We are now ready to show the reflection formula. The main idea is that the above formula has some symmetry that we can use. Explicitly, we see\[\Gamma(-s)=\lim_{n\to\infty}\frac{n^{-s}}{-s}\prod_{k=1}^n\frac k{-s+k}.\]Multiplying this by $\Gamma(s),$ now, does some lovely things, most notably cancelling the pesky $n^s$ term, giving\[\Gamma(s)\Gamma(-s)=\lim_{n\to\infty}\frac1{-s^2}\prod_{k=1}^n\frac{k^2}{(s+k)(-s+k)}.\]We may now remove the $-\frac1{s^2}$ term, no longer dependent on $n.$ The inner product comes out to be\[\prod_{k=1}^\infty\frac{k^2}{k^2-s^2}=\left(\prod_{k=1}^\infty\left(1-\frac{s^2}{k^2}\right)\right)^{-1}.\]Quickly, the product on the right-hand side has roots at all nonzero integers, so Euler would say the Weierstrass product makes it $\frac{\sin(\pi s)}{\pi s}.$ Plugging back in, we see\[\Gamma(s)\Gamma(-s)=-\frac1{s^2}\cdot\frac{\pi s}{\sin(\pi s)}.\]This rearranges to\[\Gamma(s)\Gamma(1-s)=\Gamma(s)\cdot-s\Gamma(-s)=\frac\pi{\sin(\pi s)},\]which is our reflection formula.

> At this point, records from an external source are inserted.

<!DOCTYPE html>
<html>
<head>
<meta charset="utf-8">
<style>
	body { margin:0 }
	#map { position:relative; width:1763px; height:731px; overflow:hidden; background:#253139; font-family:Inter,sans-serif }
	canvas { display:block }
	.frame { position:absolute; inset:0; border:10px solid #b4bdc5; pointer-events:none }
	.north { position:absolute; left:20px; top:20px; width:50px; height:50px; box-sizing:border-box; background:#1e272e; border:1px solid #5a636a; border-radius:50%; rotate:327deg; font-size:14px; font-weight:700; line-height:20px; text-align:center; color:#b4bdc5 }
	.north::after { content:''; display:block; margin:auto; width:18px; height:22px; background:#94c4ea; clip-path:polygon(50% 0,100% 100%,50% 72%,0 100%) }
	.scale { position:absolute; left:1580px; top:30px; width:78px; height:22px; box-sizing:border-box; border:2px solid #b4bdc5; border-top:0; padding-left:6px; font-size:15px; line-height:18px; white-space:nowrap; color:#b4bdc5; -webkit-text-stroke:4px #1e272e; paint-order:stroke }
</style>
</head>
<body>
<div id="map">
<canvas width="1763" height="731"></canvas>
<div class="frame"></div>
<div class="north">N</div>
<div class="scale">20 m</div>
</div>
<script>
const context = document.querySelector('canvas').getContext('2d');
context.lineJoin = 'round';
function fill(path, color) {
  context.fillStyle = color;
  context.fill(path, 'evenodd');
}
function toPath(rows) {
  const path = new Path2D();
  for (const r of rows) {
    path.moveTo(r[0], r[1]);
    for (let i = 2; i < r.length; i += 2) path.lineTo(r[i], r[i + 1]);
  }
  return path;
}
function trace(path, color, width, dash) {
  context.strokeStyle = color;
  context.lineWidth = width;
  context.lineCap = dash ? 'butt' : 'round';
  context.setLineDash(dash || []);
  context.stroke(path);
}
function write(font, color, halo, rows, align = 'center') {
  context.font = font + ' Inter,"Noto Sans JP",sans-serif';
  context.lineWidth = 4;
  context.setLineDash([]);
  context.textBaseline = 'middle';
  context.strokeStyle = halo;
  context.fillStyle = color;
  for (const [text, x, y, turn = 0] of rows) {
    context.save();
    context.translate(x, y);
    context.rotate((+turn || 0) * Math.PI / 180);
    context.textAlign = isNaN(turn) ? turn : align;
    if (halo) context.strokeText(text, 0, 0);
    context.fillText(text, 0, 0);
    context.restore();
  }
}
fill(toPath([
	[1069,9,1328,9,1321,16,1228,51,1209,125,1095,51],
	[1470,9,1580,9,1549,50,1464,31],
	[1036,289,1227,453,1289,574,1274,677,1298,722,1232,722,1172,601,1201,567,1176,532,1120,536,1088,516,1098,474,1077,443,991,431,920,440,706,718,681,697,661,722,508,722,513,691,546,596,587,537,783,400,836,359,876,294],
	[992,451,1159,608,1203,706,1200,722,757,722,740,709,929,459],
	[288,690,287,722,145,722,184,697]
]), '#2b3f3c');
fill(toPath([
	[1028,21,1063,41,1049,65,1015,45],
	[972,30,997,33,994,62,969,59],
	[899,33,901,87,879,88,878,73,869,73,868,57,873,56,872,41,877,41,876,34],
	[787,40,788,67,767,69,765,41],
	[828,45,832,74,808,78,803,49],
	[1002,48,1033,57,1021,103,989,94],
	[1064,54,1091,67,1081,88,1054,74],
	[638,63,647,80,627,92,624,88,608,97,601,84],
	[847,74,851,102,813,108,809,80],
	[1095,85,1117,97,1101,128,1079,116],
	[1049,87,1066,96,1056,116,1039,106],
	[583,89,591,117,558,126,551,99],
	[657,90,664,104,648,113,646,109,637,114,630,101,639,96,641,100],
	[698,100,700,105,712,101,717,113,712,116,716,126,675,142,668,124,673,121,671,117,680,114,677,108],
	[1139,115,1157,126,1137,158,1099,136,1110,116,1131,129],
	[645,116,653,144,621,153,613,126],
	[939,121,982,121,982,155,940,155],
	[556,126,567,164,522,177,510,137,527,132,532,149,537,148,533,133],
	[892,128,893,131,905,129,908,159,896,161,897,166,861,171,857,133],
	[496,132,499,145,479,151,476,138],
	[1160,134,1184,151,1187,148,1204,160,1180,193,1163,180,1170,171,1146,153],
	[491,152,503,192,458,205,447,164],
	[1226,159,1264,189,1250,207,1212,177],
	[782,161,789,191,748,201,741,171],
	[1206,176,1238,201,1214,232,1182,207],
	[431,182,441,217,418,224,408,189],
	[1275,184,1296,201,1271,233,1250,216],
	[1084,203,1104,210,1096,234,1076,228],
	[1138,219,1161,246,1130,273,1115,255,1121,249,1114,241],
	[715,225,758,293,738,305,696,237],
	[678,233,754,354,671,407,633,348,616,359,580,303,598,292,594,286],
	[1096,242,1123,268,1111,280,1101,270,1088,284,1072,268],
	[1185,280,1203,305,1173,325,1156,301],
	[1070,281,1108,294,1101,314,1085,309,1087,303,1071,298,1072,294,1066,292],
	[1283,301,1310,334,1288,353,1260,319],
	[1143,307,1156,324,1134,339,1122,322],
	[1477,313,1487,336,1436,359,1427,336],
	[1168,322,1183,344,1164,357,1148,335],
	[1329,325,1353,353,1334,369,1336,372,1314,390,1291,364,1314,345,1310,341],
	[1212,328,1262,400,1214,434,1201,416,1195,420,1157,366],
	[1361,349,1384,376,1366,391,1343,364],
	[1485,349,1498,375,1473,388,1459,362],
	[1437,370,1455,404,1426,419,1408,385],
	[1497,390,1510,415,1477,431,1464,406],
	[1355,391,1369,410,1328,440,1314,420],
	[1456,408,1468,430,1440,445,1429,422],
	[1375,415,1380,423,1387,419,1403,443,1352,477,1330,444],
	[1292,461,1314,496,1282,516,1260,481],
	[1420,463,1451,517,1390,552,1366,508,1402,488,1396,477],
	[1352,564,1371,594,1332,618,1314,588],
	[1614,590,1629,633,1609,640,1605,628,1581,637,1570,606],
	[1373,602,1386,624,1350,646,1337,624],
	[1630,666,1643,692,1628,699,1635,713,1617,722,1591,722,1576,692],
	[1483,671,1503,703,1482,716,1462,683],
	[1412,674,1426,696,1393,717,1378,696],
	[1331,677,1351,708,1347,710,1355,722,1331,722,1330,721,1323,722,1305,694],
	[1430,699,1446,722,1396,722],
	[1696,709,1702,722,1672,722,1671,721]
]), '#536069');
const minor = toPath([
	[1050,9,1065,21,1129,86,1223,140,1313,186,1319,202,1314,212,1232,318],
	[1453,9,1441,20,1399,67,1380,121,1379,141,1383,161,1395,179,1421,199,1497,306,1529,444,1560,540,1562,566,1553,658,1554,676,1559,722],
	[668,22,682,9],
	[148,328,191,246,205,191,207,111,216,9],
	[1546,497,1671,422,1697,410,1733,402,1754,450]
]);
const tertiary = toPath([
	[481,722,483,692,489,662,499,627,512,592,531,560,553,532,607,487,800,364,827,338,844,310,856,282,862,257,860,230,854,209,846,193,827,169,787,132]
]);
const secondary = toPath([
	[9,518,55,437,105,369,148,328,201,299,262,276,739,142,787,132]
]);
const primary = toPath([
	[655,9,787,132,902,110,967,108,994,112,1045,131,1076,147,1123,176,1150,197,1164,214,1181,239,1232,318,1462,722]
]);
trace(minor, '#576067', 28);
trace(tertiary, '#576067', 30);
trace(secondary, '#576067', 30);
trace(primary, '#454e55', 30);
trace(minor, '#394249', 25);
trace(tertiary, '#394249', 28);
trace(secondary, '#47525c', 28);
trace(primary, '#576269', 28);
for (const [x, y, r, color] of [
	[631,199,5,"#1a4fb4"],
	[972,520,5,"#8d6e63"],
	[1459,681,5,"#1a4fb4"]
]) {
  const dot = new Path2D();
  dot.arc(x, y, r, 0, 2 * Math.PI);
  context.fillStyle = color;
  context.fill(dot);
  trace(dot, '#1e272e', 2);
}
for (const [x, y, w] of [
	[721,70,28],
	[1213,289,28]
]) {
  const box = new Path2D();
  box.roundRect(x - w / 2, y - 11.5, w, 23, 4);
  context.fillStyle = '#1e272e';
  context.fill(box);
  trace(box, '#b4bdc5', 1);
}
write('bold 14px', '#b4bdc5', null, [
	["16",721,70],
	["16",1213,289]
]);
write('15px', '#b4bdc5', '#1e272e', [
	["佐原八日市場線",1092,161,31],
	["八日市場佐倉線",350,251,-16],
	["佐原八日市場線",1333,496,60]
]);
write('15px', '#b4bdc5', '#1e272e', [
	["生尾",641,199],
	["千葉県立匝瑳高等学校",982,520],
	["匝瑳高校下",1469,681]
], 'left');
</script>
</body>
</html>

Just for fun, we do a quick application of this: we compute $\left(\frac12\right)!.$ Plugging in $s=\frac12$ to the reflection formula implies\[\Gamma\left(\frac12\right)^2=\frac\pi{\sin\left(\frac\pi2\right)}=\pi.\]This implies $\Gamma\left(\frac12\right)=\pm\sqrt\pi.$ As for which sign it is, note that the integral representation of $\Gamma$ given at the beginning works at $s=\frac12,$ and the integral is always positive. It follows\[\left(\frac12\right)!=\Gamma\left(\frac32\right)=\frac12\Gamma\left(\frac12\right)=\frac{\sqrt\pi}2,\]which is what we wanted.